* PROBLEM
Across all the entries, how many lines hold "Britton"? Answer with that number and nothing else.

Stored data

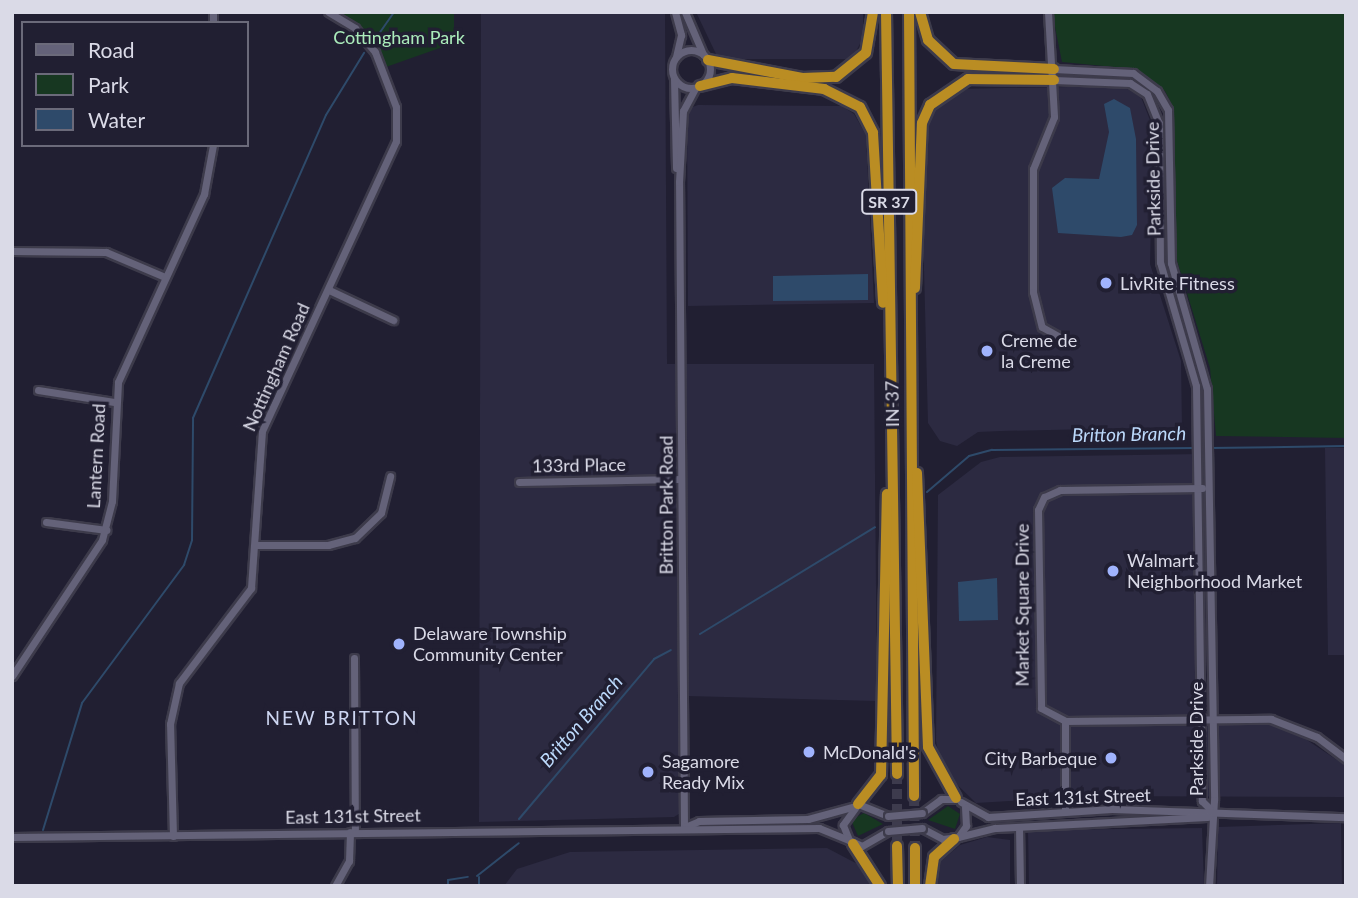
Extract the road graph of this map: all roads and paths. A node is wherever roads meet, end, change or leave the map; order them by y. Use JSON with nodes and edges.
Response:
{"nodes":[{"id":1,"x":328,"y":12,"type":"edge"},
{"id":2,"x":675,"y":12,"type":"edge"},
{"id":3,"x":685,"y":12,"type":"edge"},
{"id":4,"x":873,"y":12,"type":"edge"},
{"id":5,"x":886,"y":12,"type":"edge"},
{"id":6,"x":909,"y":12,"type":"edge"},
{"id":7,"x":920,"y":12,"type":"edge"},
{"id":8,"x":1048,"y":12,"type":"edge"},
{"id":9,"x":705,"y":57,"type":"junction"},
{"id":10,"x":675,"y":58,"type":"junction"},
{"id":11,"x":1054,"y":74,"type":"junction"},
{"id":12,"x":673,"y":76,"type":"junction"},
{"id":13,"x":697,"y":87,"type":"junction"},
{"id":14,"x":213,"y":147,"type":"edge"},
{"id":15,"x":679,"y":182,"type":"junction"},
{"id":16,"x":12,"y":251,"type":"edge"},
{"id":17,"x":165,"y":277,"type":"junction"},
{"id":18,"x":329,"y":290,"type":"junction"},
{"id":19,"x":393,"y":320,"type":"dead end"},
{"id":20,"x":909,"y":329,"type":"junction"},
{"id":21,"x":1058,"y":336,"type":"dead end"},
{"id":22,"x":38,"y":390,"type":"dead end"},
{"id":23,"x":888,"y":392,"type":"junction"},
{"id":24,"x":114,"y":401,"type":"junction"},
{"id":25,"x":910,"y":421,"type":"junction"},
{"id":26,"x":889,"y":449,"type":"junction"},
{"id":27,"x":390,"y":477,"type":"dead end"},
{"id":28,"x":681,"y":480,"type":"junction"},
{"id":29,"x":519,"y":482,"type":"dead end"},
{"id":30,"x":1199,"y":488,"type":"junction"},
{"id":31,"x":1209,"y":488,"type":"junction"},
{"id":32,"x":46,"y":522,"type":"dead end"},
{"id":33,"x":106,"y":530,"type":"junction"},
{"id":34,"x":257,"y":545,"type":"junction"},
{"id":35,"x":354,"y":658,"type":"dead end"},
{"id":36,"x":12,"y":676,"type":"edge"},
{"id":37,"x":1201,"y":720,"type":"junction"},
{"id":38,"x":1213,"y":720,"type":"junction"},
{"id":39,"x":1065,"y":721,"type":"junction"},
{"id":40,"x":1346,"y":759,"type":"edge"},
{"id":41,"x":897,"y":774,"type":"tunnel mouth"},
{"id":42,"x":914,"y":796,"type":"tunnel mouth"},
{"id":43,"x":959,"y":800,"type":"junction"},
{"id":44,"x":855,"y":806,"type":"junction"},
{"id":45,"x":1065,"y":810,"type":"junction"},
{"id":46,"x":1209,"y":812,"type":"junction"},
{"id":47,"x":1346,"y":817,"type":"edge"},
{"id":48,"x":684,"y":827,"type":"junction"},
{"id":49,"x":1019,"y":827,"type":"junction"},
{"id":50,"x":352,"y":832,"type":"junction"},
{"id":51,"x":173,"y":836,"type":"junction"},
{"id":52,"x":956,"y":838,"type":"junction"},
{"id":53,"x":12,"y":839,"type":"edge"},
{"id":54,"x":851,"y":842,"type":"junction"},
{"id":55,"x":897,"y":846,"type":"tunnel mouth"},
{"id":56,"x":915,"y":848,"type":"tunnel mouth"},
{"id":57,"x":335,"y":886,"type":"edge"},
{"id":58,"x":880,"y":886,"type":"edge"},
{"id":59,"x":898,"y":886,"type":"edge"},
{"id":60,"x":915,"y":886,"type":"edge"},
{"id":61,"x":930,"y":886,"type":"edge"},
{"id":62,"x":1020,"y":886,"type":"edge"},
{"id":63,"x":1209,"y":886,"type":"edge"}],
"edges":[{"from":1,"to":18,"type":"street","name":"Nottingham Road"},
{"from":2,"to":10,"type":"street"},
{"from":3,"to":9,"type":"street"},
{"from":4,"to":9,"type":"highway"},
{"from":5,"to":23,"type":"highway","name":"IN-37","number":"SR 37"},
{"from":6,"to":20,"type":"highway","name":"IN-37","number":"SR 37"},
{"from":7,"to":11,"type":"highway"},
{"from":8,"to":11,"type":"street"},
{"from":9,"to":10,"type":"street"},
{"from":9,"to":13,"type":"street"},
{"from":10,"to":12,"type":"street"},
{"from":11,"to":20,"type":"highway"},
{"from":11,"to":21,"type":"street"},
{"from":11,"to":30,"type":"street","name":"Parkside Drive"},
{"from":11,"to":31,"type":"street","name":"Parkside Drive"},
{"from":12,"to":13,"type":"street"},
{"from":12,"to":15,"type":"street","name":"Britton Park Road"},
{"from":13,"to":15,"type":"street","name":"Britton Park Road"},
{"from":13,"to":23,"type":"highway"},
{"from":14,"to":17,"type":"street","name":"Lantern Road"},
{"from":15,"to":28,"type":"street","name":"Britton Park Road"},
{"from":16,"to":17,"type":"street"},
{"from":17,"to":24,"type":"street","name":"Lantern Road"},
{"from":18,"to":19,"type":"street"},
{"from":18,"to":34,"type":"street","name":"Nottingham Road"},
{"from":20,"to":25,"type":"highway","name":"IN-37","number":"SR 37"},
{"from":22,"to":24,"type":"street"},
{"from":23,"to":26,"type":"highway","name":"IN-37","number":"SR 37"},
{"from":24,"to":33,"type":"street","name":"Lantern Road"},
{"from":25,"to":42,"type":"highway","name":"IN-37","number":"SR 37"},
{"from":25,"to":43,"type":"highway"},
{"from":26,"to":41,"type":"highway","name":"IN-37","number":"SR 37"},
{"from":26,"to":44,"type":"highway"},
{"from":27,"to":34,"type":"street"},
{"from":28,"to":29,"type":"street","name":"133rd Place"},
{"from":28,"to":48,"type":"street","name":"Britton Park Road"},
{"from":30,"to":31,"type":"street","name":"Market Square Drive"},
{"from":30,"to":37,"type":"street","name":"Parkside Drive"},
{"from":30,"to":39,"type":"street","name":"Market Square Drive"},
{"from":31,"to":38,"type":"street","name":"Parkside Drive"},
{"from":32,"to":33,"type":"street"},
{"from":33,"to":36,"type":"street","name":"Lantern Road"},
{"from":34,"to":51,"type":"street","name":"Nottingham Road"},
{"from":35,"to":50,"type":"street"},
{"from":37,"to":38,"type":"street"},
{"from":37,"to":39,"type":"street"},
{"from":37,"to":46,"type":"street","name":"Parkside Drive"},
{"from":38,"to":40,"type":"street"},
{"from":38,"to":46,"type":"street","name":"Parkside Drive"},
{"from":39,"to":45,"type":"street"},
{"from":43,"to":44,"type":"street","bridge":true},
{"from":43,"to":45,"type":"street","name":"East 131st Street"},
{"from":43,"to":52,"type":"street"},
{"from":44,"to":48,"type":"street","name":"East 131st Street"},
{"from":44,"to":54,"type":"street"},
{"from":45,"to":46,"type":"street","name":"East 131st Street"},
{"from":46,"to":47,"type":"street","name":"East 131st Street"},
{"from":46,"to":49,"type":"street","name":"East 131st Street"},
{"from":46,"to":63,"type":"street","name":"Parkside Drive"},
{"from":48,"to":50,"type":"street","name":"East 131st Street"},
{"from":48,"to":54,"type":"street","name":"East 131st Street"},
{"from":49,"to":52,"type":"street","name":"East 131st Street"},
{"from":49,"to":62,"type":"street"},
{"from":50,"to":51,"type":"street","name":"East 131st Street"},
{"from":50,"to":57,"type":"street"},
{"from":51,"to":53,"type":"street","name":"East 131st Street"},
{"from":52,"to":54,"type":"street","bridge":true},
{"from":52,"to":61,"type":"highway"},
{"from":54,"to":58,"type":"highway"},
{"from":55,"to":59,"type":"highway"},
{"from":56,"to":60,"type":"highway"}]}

* EXERCISE ANSWER
4